Breaking News

Saling Lapor dalam Kasus Penganiayaan, Polres Banggai Pastikan Penanganan Objektif

Banggai, Sulteng - Polemik penanganan kasus dugaan penganiayaan dan pengeroyokan di wilayah Kabupaten Banggai yang sempat disorot sejumlah media online akhirnya mendapat klarifikasi resmi dari pihak kepolisian.

Di tengah isu lambannya penanganan, Polres Banggai menegaskan bahwa proses hukum tetap berjalan secara profesional, objektif dan sesuai prosedur.
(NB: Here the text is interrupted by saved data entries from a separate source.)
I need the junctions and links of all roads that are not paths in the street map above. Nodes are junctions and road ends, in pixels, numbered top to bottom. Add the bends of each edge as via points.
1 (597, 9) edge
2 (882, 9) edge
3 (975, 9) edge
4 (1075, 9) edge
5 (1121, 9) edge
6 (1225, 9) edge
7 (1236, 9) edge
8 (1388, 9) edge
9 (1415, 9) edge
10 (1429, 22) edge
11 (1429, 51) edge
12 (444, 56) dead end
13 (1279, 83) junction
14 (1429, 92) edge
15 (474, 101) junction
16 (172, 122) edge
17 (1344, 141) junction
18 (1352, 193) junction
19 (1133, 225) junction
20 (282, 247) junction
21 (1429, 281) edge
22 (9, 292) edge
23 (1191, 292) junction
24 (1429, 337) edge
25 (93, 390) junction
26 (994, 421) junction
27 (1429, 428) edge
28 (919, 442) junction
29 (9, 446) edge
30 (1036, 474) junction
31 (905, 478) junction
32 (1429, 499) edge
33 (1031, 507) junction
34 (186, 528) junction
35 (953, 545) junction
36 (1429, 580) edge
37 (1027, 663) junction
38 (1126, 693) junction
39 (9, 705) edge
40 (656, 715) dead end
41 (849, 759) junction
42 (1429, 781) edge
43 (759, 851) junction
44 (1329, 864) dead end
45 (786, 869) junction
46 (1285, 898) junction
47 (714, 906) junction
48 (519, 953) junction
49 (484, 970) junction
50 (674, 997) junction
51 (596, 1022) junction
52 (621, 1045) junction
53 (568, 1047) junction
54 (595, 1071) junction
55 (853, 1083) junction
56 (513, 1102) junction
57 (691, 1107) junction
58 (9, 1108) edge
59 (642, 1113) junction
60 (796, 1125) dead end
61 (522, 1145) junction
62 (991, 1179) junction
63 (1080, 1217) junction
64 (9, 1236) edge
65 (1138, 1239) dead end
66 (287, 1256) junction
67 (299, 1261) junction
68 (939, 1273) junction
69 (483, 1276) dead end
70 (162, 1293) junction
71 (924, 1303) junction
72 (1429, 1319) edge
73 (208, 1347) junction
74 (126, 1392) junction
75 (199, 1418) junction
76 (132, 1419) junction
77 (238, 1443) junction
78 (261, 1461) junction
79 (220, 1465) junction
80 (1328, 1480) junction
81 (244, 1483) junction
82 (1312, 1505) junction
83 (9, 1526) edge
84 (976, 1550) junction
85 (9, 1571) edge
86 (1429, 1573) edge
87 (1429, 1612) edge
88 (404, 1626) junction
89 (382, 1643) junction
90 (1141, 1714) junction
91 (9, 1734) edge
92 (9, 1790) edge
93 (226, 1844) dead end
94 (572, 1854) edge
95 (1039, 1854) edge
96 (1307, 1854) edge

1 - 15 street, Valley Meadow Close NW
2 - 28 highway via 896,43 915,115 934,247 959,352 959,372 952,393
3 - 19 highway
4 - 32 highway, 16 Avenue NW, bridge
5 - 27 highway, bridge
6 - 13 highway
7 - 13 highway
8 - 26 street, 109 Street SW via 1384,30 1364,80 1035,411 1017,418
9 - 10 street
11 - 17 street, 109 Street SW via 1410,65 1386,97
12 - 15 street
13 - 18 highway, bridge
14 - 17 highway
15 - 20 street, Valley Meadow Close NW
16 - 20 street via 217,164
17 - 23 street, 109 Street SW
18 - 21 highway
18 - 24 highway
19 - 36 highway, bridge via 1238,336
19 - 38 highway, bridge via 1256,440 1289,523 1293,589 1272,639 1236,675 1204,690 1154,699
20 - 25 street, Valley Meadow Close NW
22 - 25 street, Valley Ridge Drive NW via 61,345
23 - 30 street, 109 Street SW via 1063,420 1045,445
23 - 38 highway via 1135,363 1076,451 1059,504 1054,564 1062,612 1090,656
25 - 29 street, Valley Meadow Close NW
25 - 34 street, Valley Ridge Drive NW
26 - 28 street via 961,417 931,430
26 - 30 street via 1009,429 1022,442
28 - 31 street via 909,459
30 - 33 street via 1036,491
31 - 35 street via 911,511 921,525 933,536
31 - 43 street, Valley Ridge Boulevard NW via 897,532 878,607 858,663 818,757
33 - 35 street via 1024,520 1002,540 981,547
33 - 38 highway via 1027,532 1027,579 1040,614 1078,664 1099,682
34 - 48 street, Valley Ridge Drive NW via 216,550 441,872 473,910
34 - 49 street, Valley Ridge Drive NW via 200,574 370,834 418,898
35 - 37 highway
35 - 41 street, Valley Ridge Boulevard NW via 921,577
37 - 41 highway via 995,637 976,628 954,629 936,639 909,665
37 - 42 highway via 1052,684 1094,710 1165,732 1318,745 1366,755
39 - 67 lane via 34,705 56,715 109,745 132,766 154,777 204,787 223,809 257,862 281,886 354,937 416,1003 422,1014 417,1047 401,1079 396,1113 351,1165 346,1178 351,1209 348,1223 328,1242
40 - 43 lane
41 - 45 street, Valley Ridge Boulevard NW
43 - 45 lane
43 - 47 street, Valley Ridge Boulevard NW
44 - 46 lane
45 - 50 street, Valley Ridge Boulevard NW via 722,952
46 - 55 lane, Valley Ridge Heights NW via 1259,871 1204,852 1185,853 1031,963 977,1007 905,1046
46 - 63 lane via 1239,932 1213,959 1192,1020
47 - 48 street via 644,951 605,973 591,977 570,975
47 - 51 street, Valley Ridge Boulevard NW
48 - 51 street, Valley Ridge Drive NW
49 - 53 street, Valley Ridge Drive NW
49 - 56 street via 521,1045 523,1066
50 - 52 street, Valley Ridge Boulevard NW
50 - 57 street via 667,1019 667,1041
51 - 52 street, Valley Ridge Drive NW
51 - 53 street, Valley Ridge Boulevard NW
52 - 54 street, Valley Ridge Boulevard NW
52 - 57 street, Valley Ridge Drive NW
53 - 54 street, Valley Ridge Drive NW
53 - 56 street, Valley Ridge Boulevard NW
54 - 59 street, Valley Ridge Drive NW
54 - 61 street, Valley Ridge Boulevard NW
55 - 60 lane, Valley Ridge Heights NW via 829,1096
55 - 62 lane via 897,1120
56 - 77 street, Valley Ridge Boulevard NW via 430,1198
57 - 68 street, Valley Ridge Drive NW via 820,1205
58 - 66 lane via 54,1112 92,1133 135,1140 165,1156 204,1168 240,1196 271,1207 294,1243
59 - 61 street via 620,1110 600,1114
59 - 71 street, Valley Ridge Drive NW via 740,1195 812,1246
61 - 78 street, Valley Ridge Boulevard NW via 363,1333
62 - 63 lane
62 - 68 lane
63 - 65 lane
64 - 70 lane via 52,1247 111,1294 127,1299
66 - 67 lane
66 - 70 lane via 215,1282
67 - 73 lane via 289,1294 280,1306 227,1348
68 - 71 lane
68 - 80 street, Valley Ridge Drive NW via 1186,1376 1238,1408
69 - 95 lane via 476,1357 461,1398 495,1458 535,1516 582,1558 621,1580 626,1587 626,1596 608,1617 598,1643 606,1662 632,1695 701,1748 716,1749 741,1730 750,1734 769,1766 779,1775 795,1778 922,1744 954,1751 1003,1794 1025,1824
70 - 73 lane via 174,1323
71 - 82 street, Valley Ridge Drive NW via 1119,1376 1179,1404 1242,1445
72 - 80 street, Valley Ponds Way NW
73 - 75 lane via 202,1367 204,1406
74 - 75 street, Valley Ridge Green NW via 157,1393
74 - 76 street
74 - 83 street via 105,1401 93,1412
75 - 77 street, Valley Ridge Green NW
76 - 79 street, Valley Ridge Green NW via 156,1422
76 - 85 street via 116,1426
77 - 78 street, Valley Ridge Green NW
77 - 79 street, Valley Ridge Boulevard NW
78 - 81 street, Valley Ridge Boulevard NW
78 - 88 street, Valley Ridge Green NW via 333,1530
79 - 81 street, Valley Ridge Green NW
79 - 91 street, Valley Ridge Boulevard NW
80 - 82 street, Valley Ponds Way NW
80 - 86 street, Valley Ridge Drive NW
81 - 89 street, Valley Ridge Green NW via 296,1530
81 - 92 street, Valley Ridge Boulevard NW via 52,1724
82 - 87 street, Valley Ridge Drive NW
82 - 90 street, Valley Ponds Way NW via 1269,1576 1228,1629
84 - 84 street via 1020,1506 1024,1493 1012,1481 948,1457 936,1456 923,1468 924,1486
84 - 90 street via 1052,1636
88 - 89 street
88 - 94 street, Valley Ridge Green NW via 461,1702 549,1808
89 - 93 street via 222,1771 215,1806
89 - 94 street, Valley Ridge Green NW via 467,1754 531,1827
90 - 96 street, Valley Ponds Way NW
Klarifikasi tersebut disampaikan pada Rabu (22/4/2026) guna meluruskan informasi yang berkembang di masyarakat sekaligus memberikan gambaran menyeluruh terkait proses penyelidikan yang sedang berlangsung.

Kepala Satuan Reserse Kriminal (Kasat Reskrim) Polres Banggai, AKP Nur Arifin, menjelaskan bahwa perkara ini bermula dari laporan dugaan pengeroyokan yang dialami pelapor berinisial BHR.

Laporan tersebut tercatat dalam LP/B/193/III/2026/SPKT/Polres Banggai/Polda Sulteng dan LP/B/194/III/2026/SPKT/Polres Banggai/Polda Sulteng tertanggal 27 Maret 2026.

Selain itu, terdapat pula laporan dugaan penganiayaan yang melibatkan terlapor berinisial JS.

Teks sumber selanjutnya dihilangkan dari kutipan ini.